#### WORK INSTRUCTIONS
In your copy, leave out the pictures; write out all the data exactly.

(Records from a data source)
▽
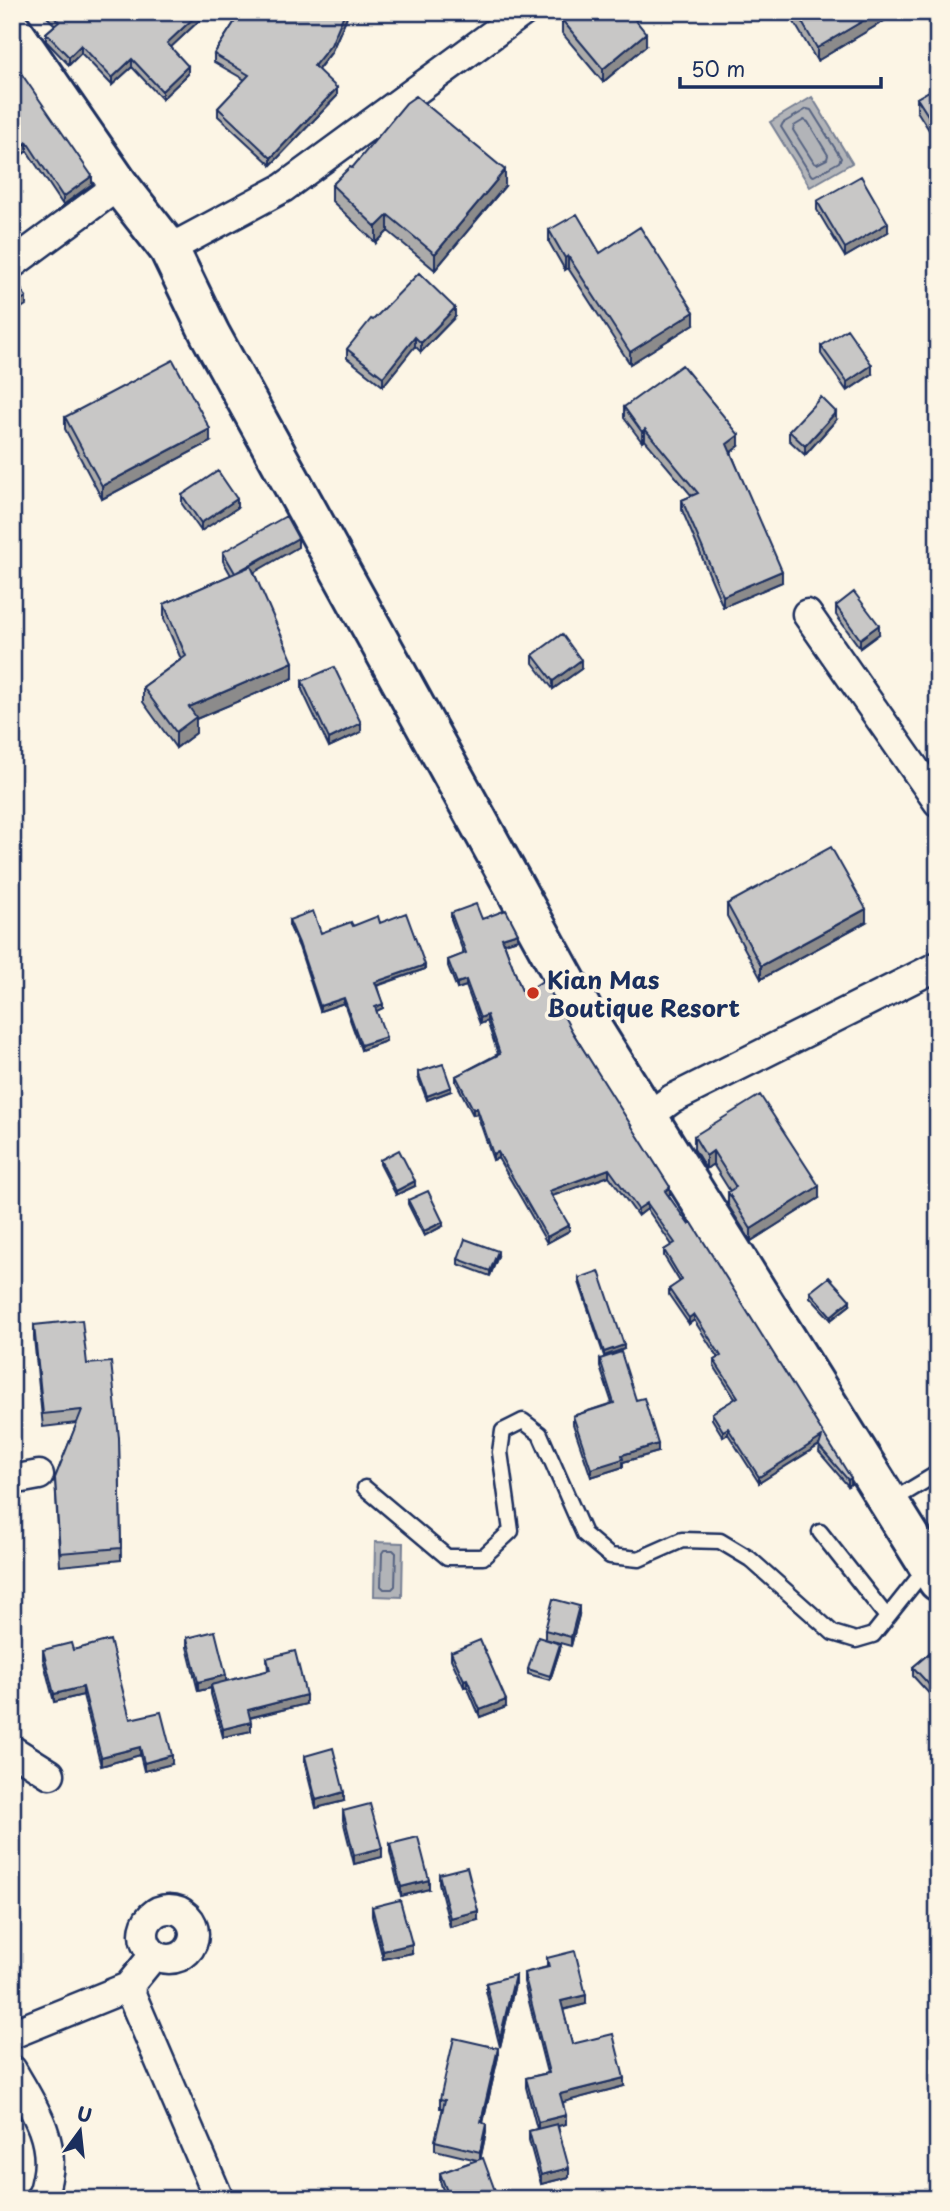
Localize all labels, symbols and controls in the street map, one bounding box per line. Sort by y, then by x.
scale bar [680,46,882,90]
text: 50 m [691,52,745,84]
place label: Kian Mas Boutique Resort [547,961,740,1025]
marker: Kian Mas Boutique Resort [525,985,541,1001]
north arrow [46,2096,116,2166]
text: U [74,2098,95,2129]

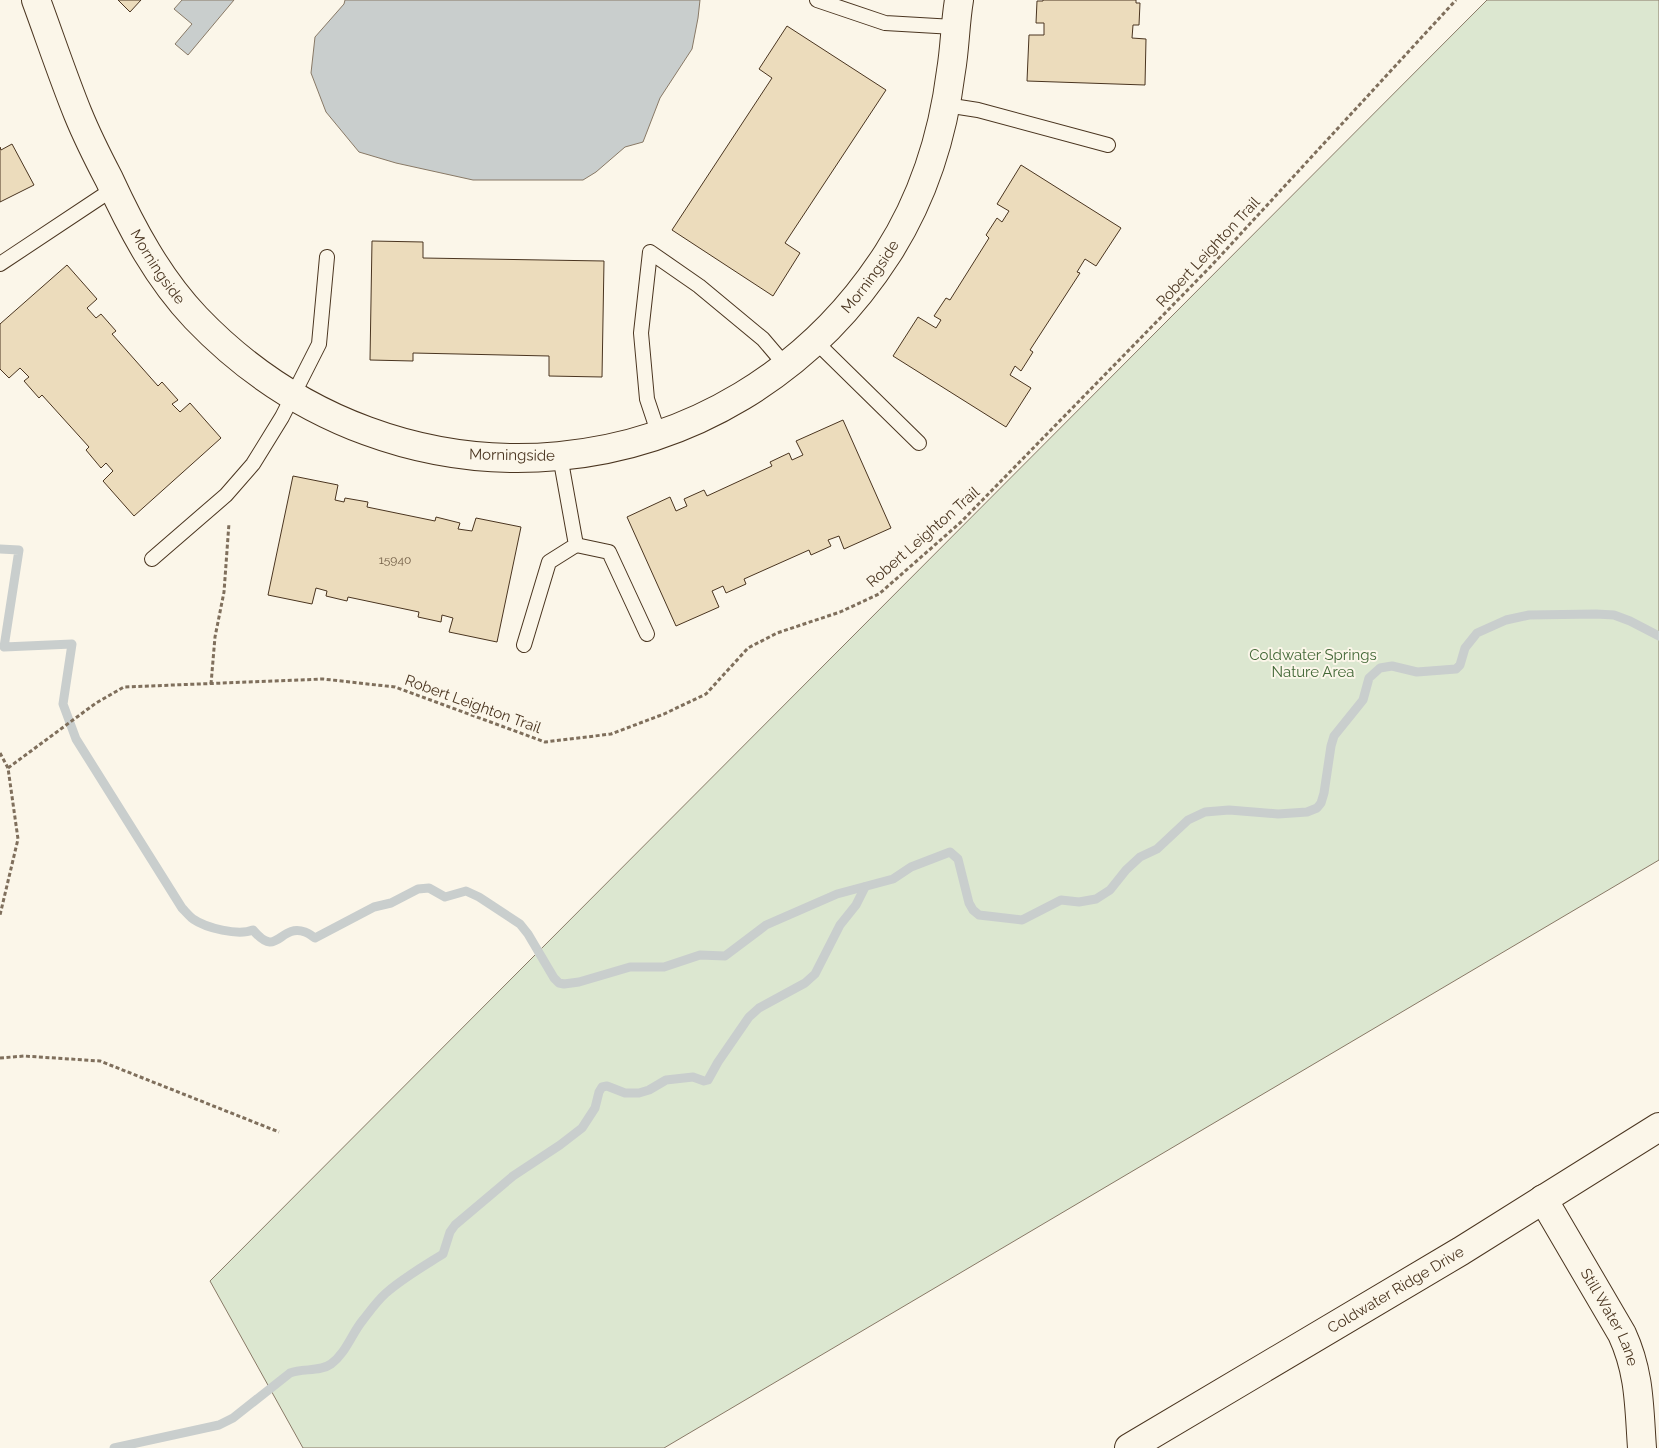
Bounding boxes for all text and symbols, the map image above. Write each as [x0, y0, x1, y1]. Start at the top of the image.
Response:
△
#### EXERCISE RESULT
Localize all labels, symbols and controls in the street map, one bounding box per line. Sort by y, then by x.
scale bar [680,46,882,90]
text: 50 m [691,52,745,84]
place label: Kian Mas Boutique Resort [547,961,740,1025]
marker: Kian Mas Boutique Resort [525,985,541,1001]
north arrow [46,2096,116,2166]
text: U [74,2098,95,2129]

Bounding boxes for all text and symbols, the map image above. Write each as [x0, y0, x1, y1]. Start at the top of the image.
Response:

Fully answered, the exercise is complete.